I have recently upgraded to 7.0.1 of the msp430 gdb, to get around some
issues with automatic breakpoints (for example the lack of a Step Over).
The new version appears to have solved these, except that I am now
having some issues with timing.
 
I have reduced it to the following scenario. I have Timer-A (2131
processor) clocked from a 32K ACLK, with simple interrupts raised on TAR
overflow (approx 2 seconds), and an intermediate compare at a fraction
of a second (TARCCR1 at 1024). This all works fine unless its under the
control of the debugger, in which case the interrupts take forever to
fire (the expected 2 second TAR overflow takes 10-15 minutes). This is
irrespective of whether any manual or automatic breakpoints are defined
- just say go.

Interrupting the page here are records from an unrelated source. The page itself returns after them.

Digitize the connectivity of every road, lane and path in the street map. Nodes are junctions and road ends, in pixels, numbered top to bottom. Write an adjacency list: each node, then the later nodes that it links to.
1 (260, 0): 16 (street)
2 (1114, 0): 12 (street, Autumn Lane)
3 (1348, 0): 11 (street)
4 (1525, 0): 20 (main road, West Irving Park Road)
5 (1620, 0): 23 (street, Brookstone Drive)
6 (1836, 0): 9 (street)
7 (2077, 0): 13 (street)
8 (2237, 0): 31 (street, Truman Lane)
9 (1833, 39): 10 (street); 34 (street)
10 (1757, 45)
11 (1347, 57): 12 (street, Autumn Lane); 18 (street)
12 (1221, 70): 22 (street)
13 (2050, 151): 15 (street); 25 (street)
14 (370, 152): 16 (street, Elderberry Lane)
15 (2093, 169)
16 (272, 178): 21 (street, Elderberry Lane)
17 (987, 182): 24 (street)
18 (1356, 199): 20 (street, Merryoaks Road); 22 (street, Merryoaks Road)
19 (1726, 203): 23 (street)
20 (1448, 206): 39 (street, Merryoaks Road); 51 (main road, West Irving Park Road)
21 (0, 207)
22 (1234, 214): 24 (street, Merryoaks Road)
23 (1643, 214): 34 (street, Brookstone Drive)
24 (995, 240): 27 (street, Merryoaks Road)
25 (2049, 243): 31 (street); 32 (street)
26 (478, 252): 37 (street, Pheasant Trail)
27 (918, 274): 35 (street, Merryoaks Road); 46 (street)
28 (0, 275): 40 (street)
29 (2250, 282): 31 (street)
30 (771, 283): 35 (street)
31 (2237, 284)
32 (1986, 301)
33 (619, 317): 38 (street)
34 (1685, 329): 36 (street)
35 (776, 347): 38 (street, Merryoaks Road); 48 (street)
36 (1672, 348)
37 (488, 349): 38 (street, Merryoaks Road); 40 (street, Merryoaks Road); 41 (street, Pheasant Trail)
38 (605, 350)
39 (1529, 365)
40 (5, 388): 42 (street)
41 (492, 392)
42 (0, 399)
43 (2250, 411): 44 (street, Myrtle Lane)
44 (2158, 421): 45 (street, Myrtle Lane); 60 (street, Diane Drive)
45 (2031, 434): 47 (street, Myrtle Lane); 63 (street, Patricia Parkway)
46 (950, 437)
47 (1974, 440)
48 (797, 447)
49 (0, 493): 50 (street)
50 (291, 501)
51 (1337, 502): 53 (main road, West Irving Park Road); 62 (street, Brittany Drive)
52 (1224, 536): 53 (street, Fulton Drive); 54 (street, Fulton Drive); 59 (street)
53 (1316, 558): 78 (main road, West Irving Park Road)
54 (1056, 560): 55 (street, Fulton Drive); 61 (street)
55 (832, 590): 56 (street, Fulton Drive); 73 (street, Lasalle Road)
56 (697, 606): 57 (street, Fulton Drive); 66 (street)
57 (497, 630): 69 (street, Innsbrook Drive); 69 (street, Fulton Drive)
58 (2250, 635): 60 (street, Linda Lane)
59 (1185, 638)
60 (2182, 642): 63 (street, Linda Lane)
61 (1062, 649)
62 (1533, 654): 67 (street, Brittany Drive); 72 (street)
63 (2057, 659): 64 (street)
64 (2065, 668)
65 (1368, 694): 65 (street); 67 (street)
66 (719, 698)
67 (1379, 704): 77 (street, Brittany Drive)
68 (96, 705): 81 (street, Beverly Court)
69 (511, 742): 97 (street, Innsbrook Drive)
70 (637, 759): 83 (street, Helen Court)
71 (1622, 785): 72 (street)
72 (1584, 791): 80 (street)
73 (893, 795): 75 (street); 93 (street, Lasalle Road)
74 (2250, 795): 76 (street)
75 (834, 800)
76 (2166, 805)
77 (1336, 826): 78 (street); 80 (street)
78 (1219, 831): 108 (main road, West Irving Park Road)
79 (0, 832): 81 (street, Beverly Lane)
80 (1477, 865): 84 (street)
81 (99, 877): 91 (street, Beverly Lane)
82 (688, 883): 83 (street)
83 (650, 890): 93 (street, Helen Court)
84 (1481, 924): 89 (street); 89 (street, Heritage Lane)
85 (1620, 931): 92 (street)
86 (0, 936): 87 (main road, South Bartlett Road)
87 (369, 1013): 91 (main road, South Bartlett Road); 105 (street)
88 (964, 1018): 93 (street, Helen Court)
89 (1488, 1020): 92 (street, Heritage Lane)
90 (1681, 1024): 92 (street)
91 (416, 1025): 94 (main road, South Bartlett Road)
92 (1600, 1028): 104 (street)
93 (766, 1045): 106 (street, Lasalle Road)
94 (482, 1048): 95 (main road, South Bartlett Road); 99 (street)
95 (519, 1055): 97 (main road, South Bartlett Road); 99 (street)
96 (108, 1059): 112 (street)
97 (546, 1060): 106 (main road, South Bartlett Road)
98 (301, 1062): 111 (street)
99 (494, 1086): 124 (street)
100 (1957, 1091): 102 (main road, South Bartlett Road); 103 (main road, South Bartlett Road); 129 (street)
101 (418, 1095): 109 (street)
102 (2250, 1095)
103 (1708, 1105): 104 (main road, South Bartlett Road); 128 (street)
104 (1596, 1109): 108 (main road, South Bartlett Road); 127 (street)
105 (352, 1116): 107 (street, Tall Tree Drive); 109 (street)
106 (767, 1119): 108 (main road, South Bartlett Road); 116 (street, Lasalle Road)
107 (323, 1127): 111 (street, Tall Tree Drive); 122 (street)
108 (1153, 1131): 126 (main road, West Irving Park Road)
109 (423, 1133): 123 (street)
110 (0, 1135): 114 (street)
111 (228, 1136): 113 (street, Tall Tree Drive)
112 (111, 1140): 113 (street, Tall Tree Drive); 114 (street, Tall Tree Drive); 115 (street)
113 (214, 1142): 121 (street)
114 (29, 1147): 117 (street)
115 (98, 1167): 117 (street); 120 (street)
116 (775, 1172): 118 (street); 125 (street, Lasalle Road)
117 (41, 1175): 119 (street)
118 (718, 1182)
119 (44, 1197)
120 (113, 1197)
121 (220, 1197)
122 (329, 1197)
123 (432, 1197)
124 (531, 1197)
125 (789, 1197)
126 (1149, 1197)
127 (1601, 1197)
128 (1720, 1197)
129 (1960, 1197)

Freeing the processor from GDB control (simple reset of
the processor) immediately reverts to the expected timing.
 
I've reverted back to the older mspgcc toolchain (the 30 Dec 08
version), and everything goes back to the way it was (timing works 100%,
but with GDB issues). I'm guessing that this is somehow related to the
debugger effectively single stepping the logic - I could understand it
playing with the system clock to achieve this, but not the ACLK? Or am I
missing something entirely?
 
The full toolchain I am using is mspgcc running under Eclipse. I picked
up the 7.0.1 msp430 gdb as part of an 18 Feb 10 release (4.4.3?), but
not totally sure how I got to this, as the SourceForge release still
appears to be the 30 Dec 08 version. Am I simply using something not yet
released??
 
I will have more of a play with this - the whole installation has got a
bit messy, so I'd like to redo this with a clean install so I know
exactly what I have got, but any other ideas or comments welcome.